We’re kilometers from land, yet I feel like I could punch through the glass and touch the lunar soil. I imagine dipping an ungloved hand into the ground. I imagine the texture of broken chalk.

We make our landing in Voluptas; the bubble-shaped buildings block any view of Earth. I disembark and am overcome with a sink-or-swim feeling as I adjust to the gravity. I leap ahead, far away from the ship. The glare of the city’s neon almost blinds me. I blink, and there are others I see, dozens and dozens of people semi-floating in their suits.

“I didn’t know the moon was this populated,” I call to Otto with my mic.

I look back. In the distance, he stands in the threshold of the ship’s door. I can’t see his face through his helmet’s shield.

“Otto?” I ask. “Are you coming?”

He doesn’t reply. Everything is so quiet. Then, in pops of static, I hear the humming of his voice tickle my ear with a rendition of that old Sinatra song about flying to the moon.Off-key and slow, it’s more eerie than romantic.

I feel so heavy where I should be weightless. “Otto,” I say again. “Let’s go.”

“Shadow?” his voice crackles in my ear. “I don’t see things working out between us. I’m just not looking for anything serious, you know?”

I feel like the floating suits are staring at me. “Otto, I don’t understand.” I try to run toward him, but I move in slow motion. “You’re scaring me.”

“I’ll still remember you, Shadow, every time I peer up at the sky. I mean, look!” He gestures to the Earth I cannot see. “The moon isn’t that far at all.”

Otto turns away. The doors of the ship close on him. A rumble tosses up rocks as the engine groans. I search for a reaction from the other people, the dozens of suits that congregate this crater. They do nothing, and I only see my face reflected back in their shields as I beg for help. Behind me, the ship blasts off in a cloud of moondust.
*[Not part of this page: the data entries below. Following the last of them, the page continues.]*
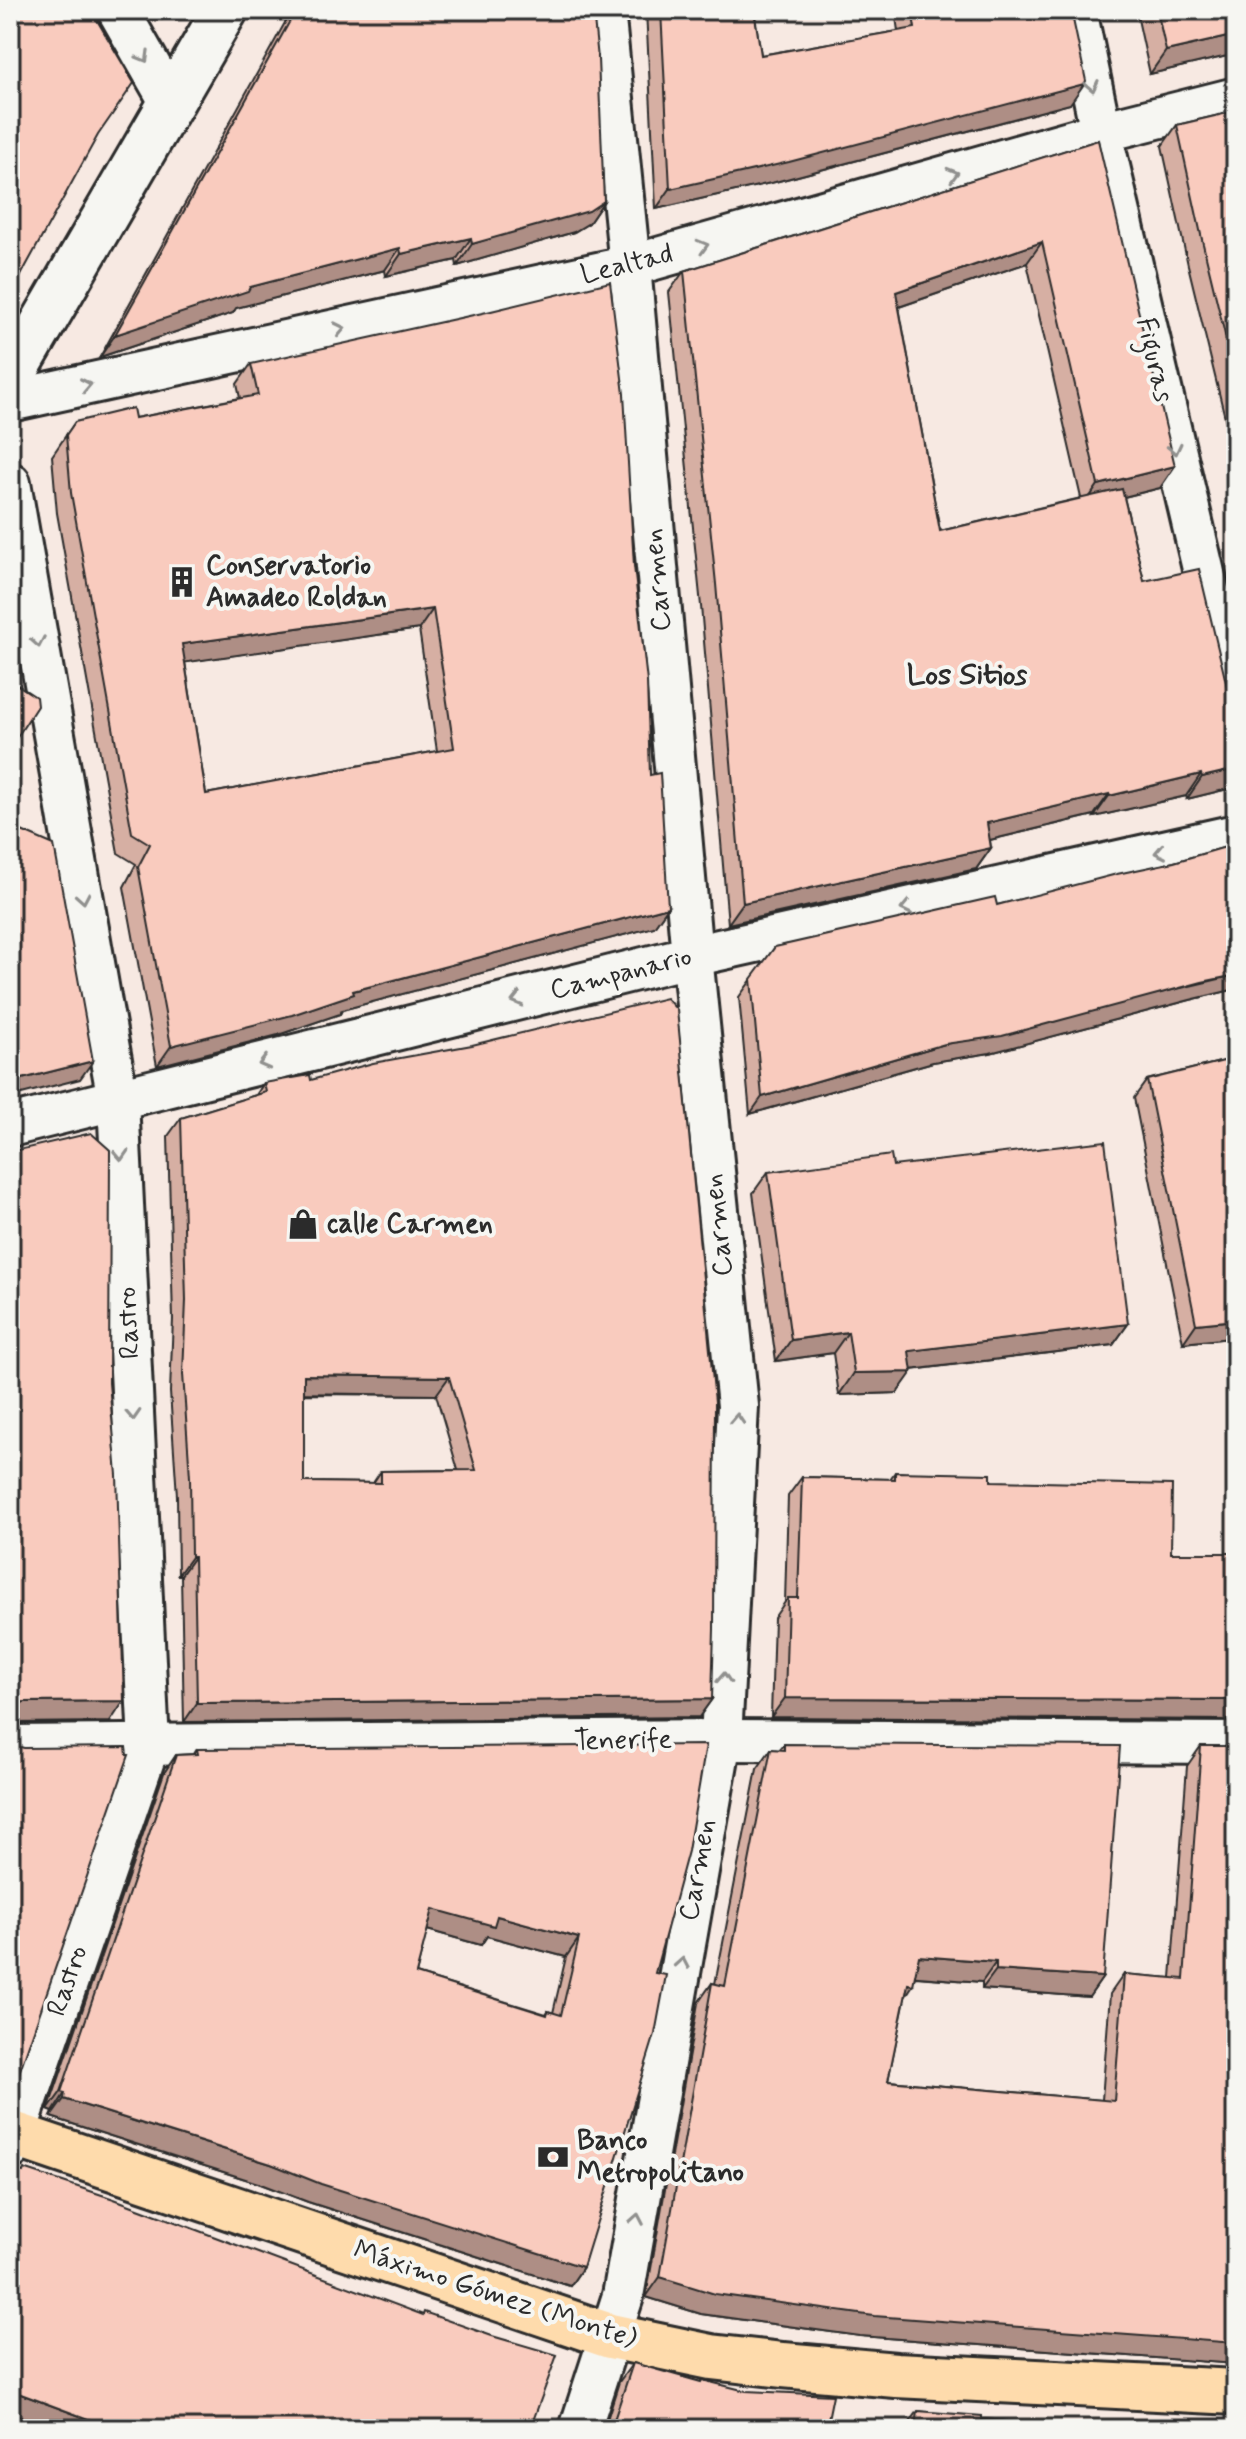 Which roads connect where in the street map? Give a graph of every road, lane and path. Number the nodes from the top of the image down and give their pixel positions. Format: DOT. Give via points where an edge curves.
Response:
graph roads {
  1 [pos="118,10"];
  2 [pos="225,10"];
  3 [pos="604,10"];
  4 [pos="1076,10"];
  5 [pos="1236,98"];
  6 [pos="171,103"];
  7 [pos="1101,132"];
  8 [pos="630,266"];
  9 [pos="10,380"];
  10 [pos="10,401"];
  11 [pos="10,483"];
  12 [pos="1236,710"];
  13 [pos="1236,835"];
  14 [pos="692,956"];
  15 [pos="118,1100"];
  16 [pos="10,1126"];
  17 [pos="721,1740"];
  18 [pos="1236,1743"];
  19 [pos="149,1745"];
  20 [pos="10,1746"];
  21 [pos="12,2139"];
  22 [pos="610,2336"];
  23 [pos="1236,2392"];
  24 [pos="580,2429"];
  1 -- 6 [label="street, one-way"];
  2 -- 6 [label="main road"];
  3 -- 8 [label="street, Carmen"];
  4 -- 7 [label="street, Figuras, one-way"];
  5 -- 7 [label="street, Lealtad"];
  6 -- 9 [label="main road"];
  8 -- 7 [label="street, Lealtad, one-way"];
  7 -- 12 [label="street, Figuras, one-way"];
  10 -- 8 [label="street, Lealtad, one-way"];
  8 -- 14 [label="street, Carmen"];
  11 -- 15 [label="street, Rastro, one-way"];
  13 -- 14 [label="street, Campanario, one-way"];
  14 -- 15 [label="street, Campanario, one-way"];
  17 -- 14 [label="street, Carmen, one-way" via="738,1406"];
  15 -- 16 [label="street, Campanario"];
  15 -- 19 [label="street, Rastro, one-way"];
  17 -- 18 [label="street, Tenerife"];
  17 -- 19 [label="street, Tenerife"];
  22 -- 17 [label="street, Carmen, one-way" via="623,2296"];
  19 -- 20 [label="street, Tenerife"];
  19 -- 21 [label="street, Rastro"];
  21 -- 22 [label="main road, Máximo Gómez (Monte)"];
  22 -- 23 [label="main road, Máximo Gómez (Monte)" via="711,2357 783,2365"];
  22 -- 24 [label="street, Carmen"];
} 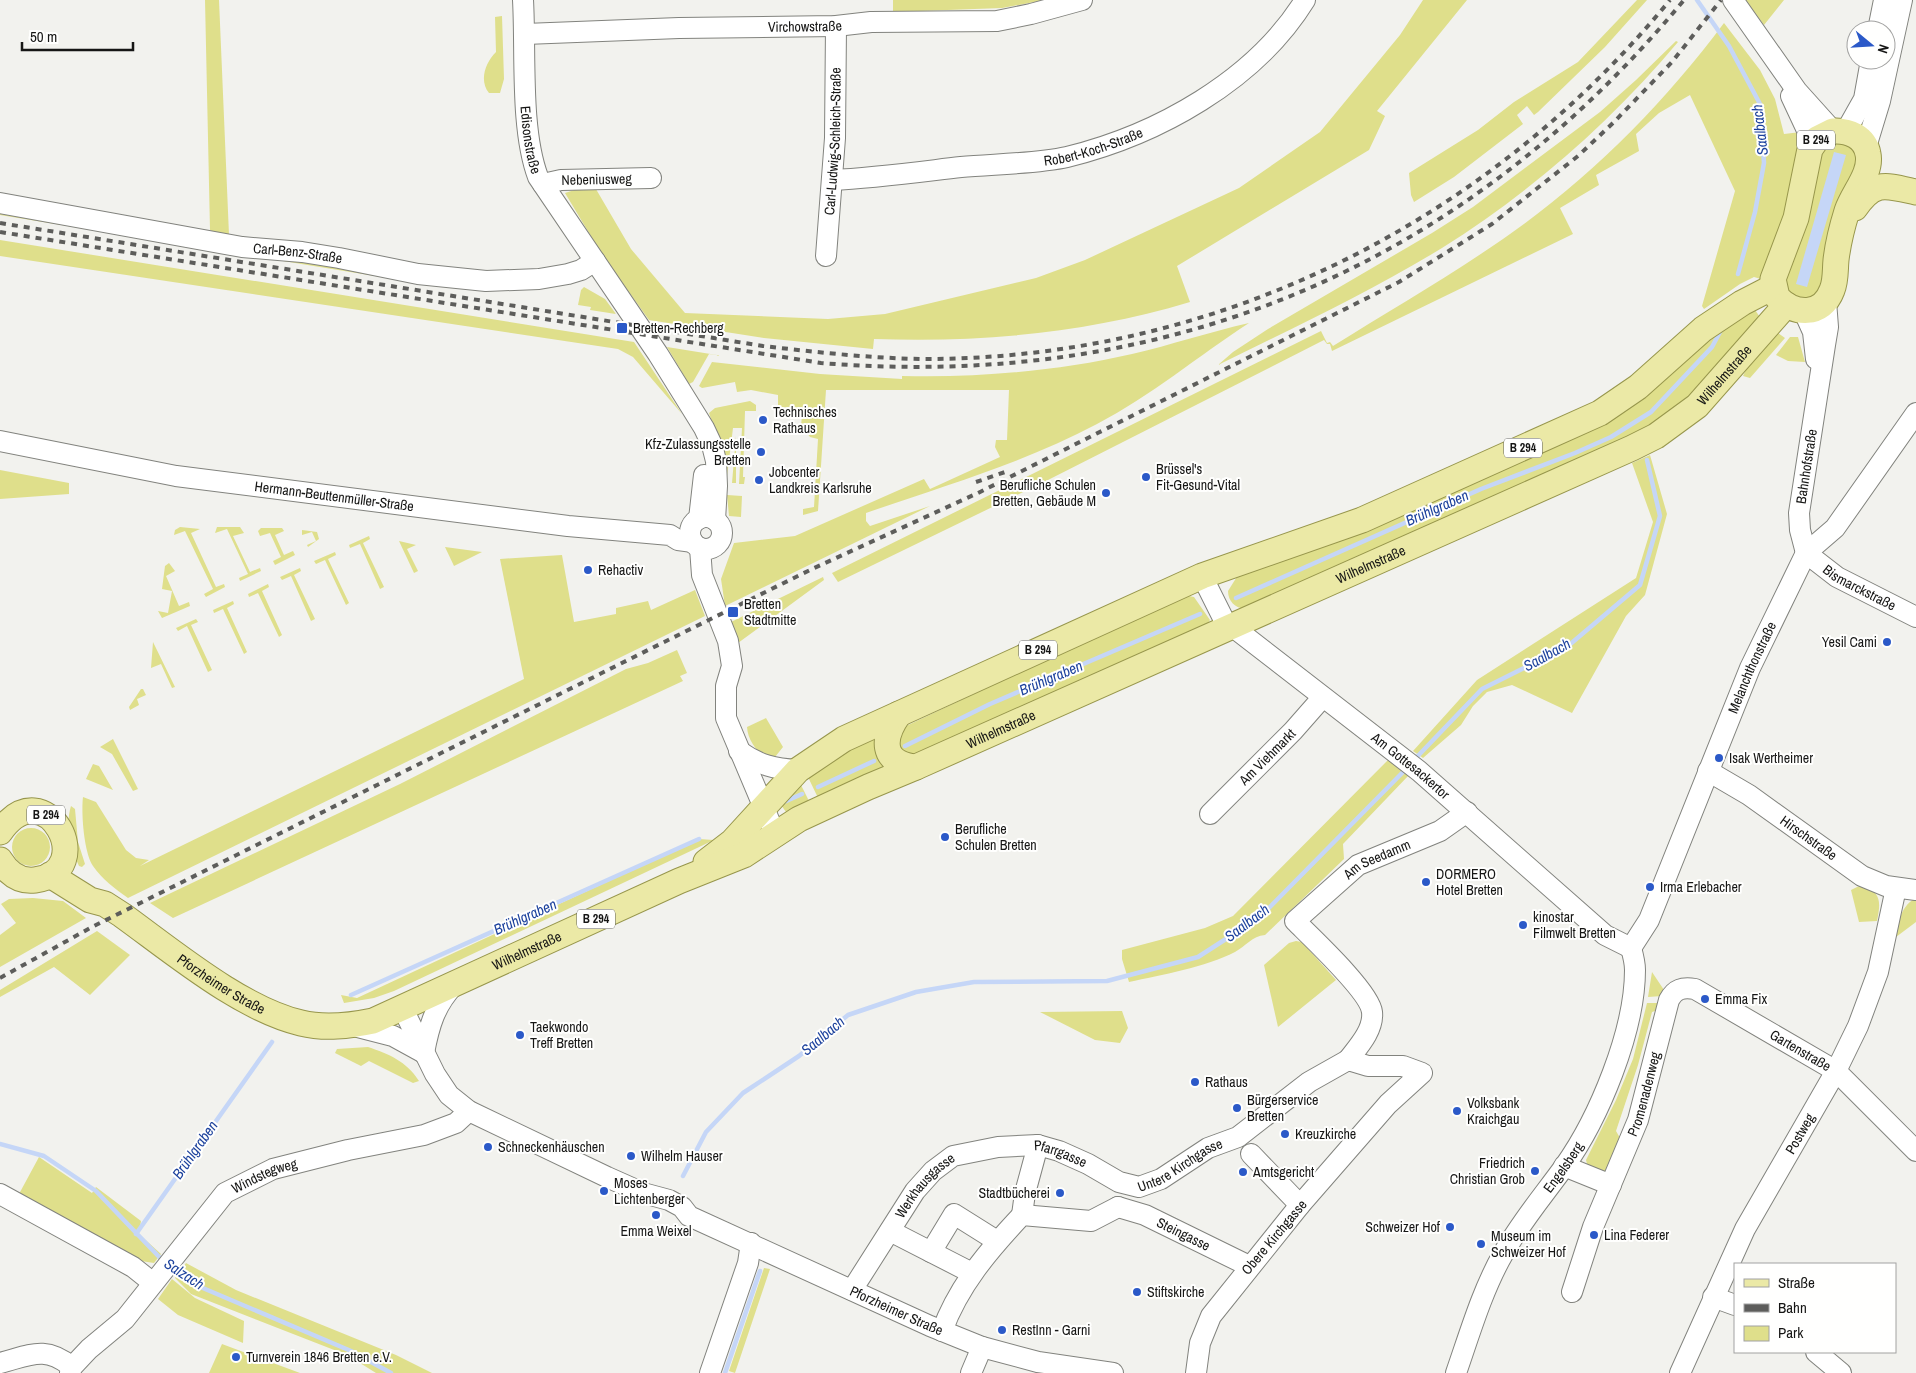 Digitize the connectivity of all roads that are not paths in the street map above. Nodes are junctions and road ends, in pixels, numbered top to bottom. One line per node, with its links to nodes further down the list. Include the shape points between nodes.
1 (523, 0): 9 (street, Edisonstraße)
2 (1082, 0): 8 (street, Virchowstraße, via 997,20 872,22)
3 (1305, 0): 14 (street, Robert-Koch-Straße, via 1296,15 1245,71 1197,105 1121,140 1065,157)
4 (1733, 0): 11 (street)
5 (1884, 0): 7 (street)
6 (1902, 0): 12 (street)
7 (1880, 20)
8 (836, 26): 9 (street, Virchowstraße); 14 (street, Carl-Ludwig-Schleich-Straße)
9 (525, 34): 16 (street, Edisonstraße, via 530,147 532,162)
10 (1870, 70): 11 (street, via 1864,99)
11 (1831, 135): 12 (main road, B 294, via 1857,136); 22 (main road, B 294, via 1807,158 1796,218 1775,271)
12 (1867, 153): 15 (main road, B 294); 19 (main road, B 294, via 1865,174)
13 (651, 178): 16 (street, Nebeniusweg, via 561,180)
14 (832, 180): 20 (street, Carl-Ludwig-Schleich-Straße)
15 (1916, 181)
16 (543, 184): 21 (street, Edisonstraße)
17 (1916, 192): 19 (main road, via 1890,186 1871,188)
18 (0, 203): 21 (street, Carl-Benz-Straße, via 242,247 302,252 418,274 486,281 539,279 568,274)
19 (1843, 224): 22 (main road, B 294, via 1835,281)
20 (826, 256)
21 (595, 261): 25 (street, via 712,445 717,486)
22 (1797, 301): 26 (street, Bahnhofstraße, via 1828,327 1799,513); 27 (main road, Wilhelmstraße / B 294, via 1742,303 1703,328 1638,387 1600,413 1362,520); 29 (main road, Wilhelmstraße / B 294, via 1706,397 1656,436)
23 (1916, 413): 26 (street, Melanchthonstraße, via 1835,528)
24 (0, 441): 25 (street, Hermann-Beuttenmüller-Straße, via 160,473 568,526 670,535 678,540)
25 (702, 534): 32 (street, via 712,594 728,641 732,666 725,703 726,718)
26 (1806, 552): 28 (street, Bismarckstraße, via 1837,577); 35 (street, Melanchthonstraße, via 1764,635)
27 (1202, 576): 29 (street, Am Gottesackertor, via 1224,620); 31 (main road, Wilhelmstraße / B 294)
28 (1916, 617)
29 (1232, 627): 30 (street, Am Gottesackertor); 33 (main road, Wilhelmstraße / B 294)
30 (1322, 698): 38 (street, Am Gottesackertor); 39 (street, Am Viehmarkt)
31 (899, 714): 33 (main road, via 888,729 889,753 903,766); 34 (main road, Wilhelmstraße / B 294, via 844,739)
32 (738, 752): 34 (street, via 772,769); 36 (street)
33 (916, 767): 41 (main road, Wilhelmstraße / B 294, via 868,786)
34 (798, 770): 36 (main road, Wilhelmstraße / B 294)
35 (1708, 771): 45 (street, Hirschstraße, via 1749,795 1862,876); 47 (street, Melanchthonstraße, via 1649,920)
36 (763, 806): 41 (street); 44 (main road, Wilhelmstraße / B 294, via 732,842)
37 (9, 808): 40 (main road, B 294, via 7,821); 42 (main road, B 294, via 40,812 58,824 65,842)
38 (1467, 812): 47 (street, Am Gottesackertor, via 1605,935); 53 (street, Am Seedamm, via 1440,831 1358,865 1295,921 1363,993 1372,1012 1370,1027)
39 (1210, 814)
40 (0, 832)
41 (775, 834): 44 (main road, Wilhelmstraße / B 294, via 744,855)
42 (57, 868): 43 (main road, via 32,881); 51 (main road, Pforzheimer Straße, via 96,890 105,904 224,988 282,1018 329,1027)
43 (4, 874)
44 (679, 881): 48 (main road, Wilhelmstraße / B 294)
45 (1896, 888): 46 (street, Hirschstraße); 54 (street, Postweg, via 1878,972 1858,1026)
46 (1916, 890)
47 (1632, 948): 59 (street, Engelsberg, via 1636,969 1622,1045 1600,1102)
48 (457, 982): 50 (main road, Wilhelmstraße / B 294); 52 (street, via 438,1004)
49 (1668, 1000): 54 (street, Gartenstraße, via 1678,990 1695,989); 61 (street, Promenadenweg, via 1638,1120)
50 (402, 1007): 51 (main road, Pforzheimer Straße); 52 (street, Pforzheimer Straße)
51 (362, 1023): 52 (street, Pforzheimer Straße)
52 (424, 1053): 55 (street, Pforzheimer Straße, via 449,1094)
53 (1348, 1060): 60 (street, Untere Kirchgasse, via 1292,1094 1251,1129 1208,1148 1161,1179 1139,1187); 63 (street, Obere Kirchgasse, via 1368,1066 1403,1066 1422,1072 1388,1104)
54 (1836, 1071): 57 (street, Gartenstraße); 75 (street, Postweg, via 1745,1229)
55 (469, 1111): 68 (street, Pforzheimer Straße, via 643,1193 678,1218 689,1216); 71 (street, Windstegweg, via 456,1123 424,1135 273,1169 225,1193)
56 (1038, 1145): 60 (street, Pfarrgasse, via 1088,1164); 65 (street, Pfarrgasse); 66 (street, Werkhausgasse, via 998,1147 953,1156 933,1171 915,1191)
57 (1916, 1151)
58 (1251, 1154): 63 (street)
59 (1564, 1166): 61 (street); 87 (street, Engelsberg, via 1503,1254 1480,1303)
60 (1119, 1182): 64 (street, Untere Kirchgasse, via 1116,1194)
61 (1611, 1185): 74 (street, Promenadenweg, via 1593,1227)
62 (0, 1194): 71 (street, via 133,1267)
63 (1300, 1205): 70 (street, Obere Kirchgasse)
64 (1118, 1207): 65 (street, via 1090,1220); 70 (street, Steingasse, via 1145,1215)
65 (1022, 1215): 67 (street)
66 (890, 1231): 69 (street); 73 (street, Werkhausgasse)
67 (996, 1241): 69 (street, via 954,1214); 72 (street)
68 (751, 1243): 73 (street, Pforzheimer Straße, via 760,1250); 83 (street, via 748,1263)
69 (930, 1252): 72 (street)
70 (1249, 1266): 86 (street, Obere Kirchgasse, via 1204,1330)
71 (163, 1271): 81 (street, Windstegweg, via 125,1319 89,1349)
72 (972, 1273): 77 (street)
73 (852, 1290): 77 (street, Pforzheimer Straße)
74 (1572, 1292)
75 (1713, 1297): 76 (street); 88 (street, Postweg)
76 (1734, 1305)
77 (942, 1331): 78 (street, Pforzheimer Straße)
78 (982, 1347): 82 (street, Pforzheimer Straße); 84 (street)
79 (1817, 1353): 89 (street)
80 (0, 1363): 81 (street, via 40,1352 60,1357)
81 (71, 1370)
82 (1079, 1371): 85 (street, Pforzheimer Straße)
83 (710, 1373)
84 (971, 1373)
85 (1113, 1373)
86 (1196, 1373)
87 (1456, 1373)
88 (1680, 1373)
89 (1841, 1373)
I start to hyperventilate, yet I know I’m wasting my precious oxygen. I rack my brain for a clue to what went wrong. Was this because I mentioned having kids? Hinted at engagement?

I remember my coworkers’ girlfriends, women who came to work events clinging to their partners until they broke up, and I never saw or heard from them again. I remember missing persons reports with an urgency that faded when bodies were never found. I remember Uma. Is she here? Is she in one of these suits stranded on the moon?

In high school biology class we did a lesson on decomposition. We learned that if you died in a spacesuit, bacteria surviving off the body’s last exhalations would start to break you down. Then, the corpse would ferment from the solar radiation. Over time, micro-meteoroids and debris would tear open the suit, and the dust of you would leak out into space. No body to be found.

I grab the shoulders of the person nearest me, shake them, scream to them. But it is a hollow sound, and the suit in my hands is a hollow thing.